Al entrar en la casa, el silencio del recibidor se vio roto por el roce de la ropa. Marta, con un movimiento fluido y cargado de seguridad, se desprendió de su chaqueta dejándola caer sobre una silla sin mirar dónde aterrizaba. Sin soltarle la mano, lo condujo hasta el salón y, con un pequeño pero firme empujón en el pecho, lo obligó a sentarse en el sofá.
Antes de que él pudiera decir nada, ella se sentó a horcajadas sobre él, atrapando sus piernas con las suyas. El contacto fue total, directo, eliminando cualquier rastro de duda. Marta le puso las manos en las mejillas, obligándole a sostenerle la mirada, y una sonrisa traviesa pero profundamente tierna asomó a sus labios.
—Mi Spiderman... —le dijo ella, con un tono que mezclaba la broma de todo el día con una promesa ardiente.
Él soltó una carcajada suave, una risa que nació de la pura felicidad de estar allí, y esa fue la señal que ella esperaba. Marta se inclinó y empezó a besarle, primero con suavidad y luego con una urgencia que reclamaba cada segundo perdido de la tarde. Él, rindiéndose por completo, le rodeó la cintura con sus manos grandes, atrayéndola hacia sí, sintiendo que, definitivamente, la montaña podía esperar todo el tiempo del mundo.
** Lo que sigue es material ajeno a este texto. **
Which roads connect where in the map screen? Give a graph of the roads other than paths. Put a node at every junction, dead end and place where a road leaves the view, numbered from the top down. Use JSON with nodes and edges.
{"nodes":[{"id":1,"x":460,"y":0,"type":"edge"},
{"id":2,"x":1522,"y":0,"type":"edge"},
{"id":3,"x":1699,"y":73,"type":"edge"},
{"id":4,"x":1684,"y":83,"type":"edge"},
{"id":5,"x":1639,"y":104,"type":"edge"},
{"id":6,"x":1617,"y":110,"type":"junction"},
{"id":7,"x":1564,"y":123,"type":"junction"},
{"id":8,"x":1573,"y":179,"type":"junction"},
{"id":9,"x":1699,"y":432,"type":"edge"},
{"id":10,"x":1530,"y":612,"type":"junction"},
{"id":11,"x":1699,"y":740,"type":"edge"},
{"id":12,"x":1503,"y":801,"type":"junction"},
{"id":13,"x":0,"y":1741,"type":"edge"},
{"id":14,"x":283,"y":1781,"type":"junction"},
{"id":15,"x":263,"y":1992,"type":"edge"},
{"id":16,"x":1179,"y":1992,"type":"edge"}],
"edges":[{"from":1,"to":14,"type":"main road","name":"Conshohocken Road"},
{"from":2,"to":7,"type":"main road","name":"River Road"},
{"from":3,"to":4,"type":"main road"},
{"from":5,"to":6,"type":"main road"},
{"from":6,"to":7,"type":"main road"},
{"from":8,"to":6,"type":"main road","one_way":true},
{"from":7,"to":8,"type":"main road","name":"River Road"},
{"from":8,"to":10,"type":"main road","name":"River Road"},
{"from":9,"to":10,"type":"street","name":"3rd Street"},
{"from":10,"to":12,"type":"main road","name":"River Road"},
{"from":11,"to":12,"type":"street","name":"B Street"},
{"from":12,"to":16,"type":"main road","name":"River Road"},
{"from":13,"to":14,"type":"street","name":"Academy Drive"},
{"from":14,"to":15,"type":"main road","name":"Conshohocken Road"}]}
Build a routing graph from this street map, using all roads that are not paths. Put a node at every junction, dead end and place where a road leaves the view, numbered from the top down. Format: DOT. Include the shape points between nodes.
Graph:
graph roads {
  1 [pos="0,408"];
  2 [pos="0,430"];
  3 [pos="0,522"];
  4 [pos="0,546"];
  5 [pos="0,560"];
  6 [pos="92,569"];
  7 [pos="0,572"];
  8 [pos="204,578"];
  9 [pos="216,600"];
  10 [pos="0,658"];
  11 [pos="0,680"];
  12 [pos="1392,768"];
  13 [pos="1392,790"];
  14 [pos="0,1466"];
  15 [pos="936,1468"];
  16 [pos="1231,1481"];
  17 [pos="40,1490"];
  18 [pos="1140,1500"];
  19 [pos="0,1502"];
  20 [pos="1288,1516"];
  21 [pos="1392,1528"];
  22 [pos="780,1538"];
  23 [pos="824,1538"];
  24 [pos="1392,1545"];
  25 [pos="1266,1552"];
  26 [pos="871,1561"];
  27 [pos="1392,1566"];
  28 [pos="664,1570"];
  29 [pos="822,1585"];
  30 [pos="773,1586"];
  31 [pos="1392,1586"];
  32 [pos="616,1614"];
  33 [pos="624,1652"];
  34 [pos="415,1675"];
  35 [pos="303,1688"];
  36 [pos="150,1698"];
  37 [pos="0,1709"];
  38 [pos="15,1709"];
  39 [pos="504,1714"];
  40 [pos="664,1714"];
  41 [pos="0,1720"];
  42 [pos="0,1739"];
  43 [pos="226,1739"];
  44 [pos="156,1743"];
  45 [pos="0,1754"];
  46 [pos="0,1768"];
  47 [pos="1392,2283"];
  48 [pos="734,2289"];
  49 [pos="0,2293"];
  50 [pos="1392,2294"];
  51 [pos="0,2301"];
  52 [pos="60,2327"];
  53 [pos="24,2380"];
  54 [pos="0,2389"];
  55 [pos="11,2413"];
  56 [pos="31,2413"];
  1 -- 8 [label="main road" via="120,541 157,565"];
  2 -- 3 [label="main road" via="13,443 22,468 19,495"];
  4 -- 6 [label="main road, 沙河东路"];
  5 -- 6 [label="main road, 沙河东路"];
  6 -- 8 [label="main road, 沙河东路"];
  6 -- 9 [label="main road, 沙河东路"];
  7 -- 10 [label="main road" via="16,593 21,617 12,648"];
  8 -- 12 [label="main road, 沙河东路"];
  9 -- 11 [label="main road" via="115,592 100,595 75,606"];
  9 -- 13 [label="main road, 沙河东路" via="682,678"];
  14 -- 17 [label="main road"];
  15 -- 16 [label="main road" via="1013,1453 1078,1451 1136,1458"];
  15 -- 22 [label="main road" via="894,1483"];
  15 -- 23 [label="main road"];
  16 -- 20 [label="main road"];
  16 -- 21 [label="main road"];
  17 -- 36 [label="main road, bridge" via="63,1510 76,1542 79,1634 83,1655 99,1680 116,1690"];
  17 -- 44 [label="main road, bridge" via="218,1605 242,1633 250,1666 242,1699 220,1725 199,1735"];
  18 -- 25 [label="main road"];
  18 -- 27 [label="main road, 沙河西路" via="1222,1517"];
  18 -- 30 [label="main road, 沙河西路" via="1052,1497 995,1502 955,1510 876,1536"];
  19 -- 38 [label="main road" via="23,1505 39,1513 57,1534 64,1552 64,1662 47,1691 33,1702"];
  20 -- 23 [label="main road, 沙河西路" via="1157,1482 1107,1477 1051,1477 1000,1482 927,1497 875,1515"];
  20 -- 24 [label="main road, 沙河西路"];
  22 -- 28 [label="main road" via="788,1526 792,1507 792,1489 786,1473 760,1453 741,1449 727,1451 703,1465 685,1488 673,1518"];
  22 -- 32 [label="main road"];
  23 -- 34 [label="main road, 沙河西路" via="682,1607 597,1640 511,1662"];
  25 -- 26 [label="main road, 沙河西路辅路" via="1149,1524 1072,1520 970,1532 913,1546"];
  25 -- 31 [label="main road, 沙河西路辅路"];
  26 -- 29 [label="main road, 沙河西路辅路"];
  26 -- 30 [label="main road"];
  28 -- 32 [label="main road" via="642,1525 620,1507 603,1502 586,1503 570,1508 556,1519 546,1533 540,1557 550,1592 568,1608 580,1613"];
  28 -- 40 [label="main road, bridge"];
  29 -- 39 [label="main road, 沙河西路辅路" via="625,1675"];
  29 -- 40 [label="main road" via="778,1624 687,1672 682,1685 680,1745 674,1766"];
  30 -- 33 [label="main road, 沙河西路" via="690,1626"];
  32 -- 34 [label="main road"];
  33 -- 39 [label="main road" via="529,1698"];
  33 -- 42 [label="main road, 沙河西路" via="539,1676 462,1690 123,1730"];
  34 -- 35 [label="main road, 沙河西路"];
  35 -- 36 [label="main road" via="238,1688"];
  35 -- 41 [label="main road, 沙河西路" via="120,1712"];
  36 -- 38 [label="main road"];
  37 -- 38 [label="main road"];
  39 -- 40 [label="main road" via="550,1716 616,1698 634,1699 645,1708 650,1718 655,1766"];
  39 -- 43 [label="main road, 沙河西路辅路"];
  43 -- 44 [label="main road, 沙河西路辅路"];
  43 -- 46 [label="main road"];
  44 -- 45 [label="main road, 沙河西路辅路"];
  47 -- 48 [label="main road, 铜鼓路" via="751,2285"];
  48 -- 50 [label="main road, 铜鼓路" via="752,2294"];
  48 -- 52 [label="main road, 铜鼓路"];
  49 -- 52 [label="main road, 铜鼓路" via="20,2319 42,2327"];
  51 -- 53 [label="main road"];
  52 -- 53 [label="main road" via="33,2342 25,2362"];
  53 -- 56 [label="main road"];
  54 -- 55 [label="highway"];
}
Aquella noche, el "proyecto" ya no era una página web, sino ellos dos.
El salón quedó sumido en una penumbra suave, solo interrumpida por el parpadeo de la pantalla del portátil que, olvidado sobre la mesa, seguía iluminando el rincón con un resplandor azulado. Entre beso y beso, la respiración de ambos se volvió el único sonido que llenaba la estancia, un ritmo acompasado que marcaba la urgencia del momento.
Marta se separó apenas unos milímetros de sus labios, lo justo para mirarle a los ojos mientras sus manos bajaban con decisión hacia el borde de su propia blusa. Con un movimiento fluido y sin rastro de la timidez de la mañana, se desprendió de la prenda, dejándola caer al suelo como si fuera un estorbo del pasado. Se quedó frente a él en sujetador, una pieza de encaje que resaltaba su piel bajo la luz tenue, mostrándose con una seguridad que dejó a él sin palabras, con las manos todavía ancladas en su cintura.
—Ahora te toca a ti —susurró ella, con una chispa de desafío en la mirada.
Sin darle tiempo a reaccionar, Marta enganchó sus dedos en el dobladillo de la camiseta de él. Él levantó ligeramente los brazos, facilitándole la tarea, mientras ella tiraba de la tela hacia arriba con lentitud, disfrutando del proceso. A medida que la prenda subía, la piel cálida y la musculatura definida del "chico de la montaña" fueron quedando al descubierto, hasta que la camiseta voló lejos del sofá.
Marta posó sus palmas desnudas sobre el pecho de él, sintiendo el latido acelerado de su corazón bajo la palma de su mano. El contraste del frío de sus dedos con el calor que desprendía el cuerpo de él la hizo estremecer.
—Mucho mejor así —murmuró ella, volviendo a buscar su boca.
Él la atrajo más hacia sí, eliminando el último resquicio de aire entre sus torsos desnudos. El contacto de piel con piel fue como una descarga eléctrica que terminó de borrar cualquier pensamiento racional. Ya no había planes, ni portátiles, ni redes sociales; solo el peso de ella sobre él y la certeza de que aquella noche, en ese salón, estaban empezando a escribir la parte más importante de su historia.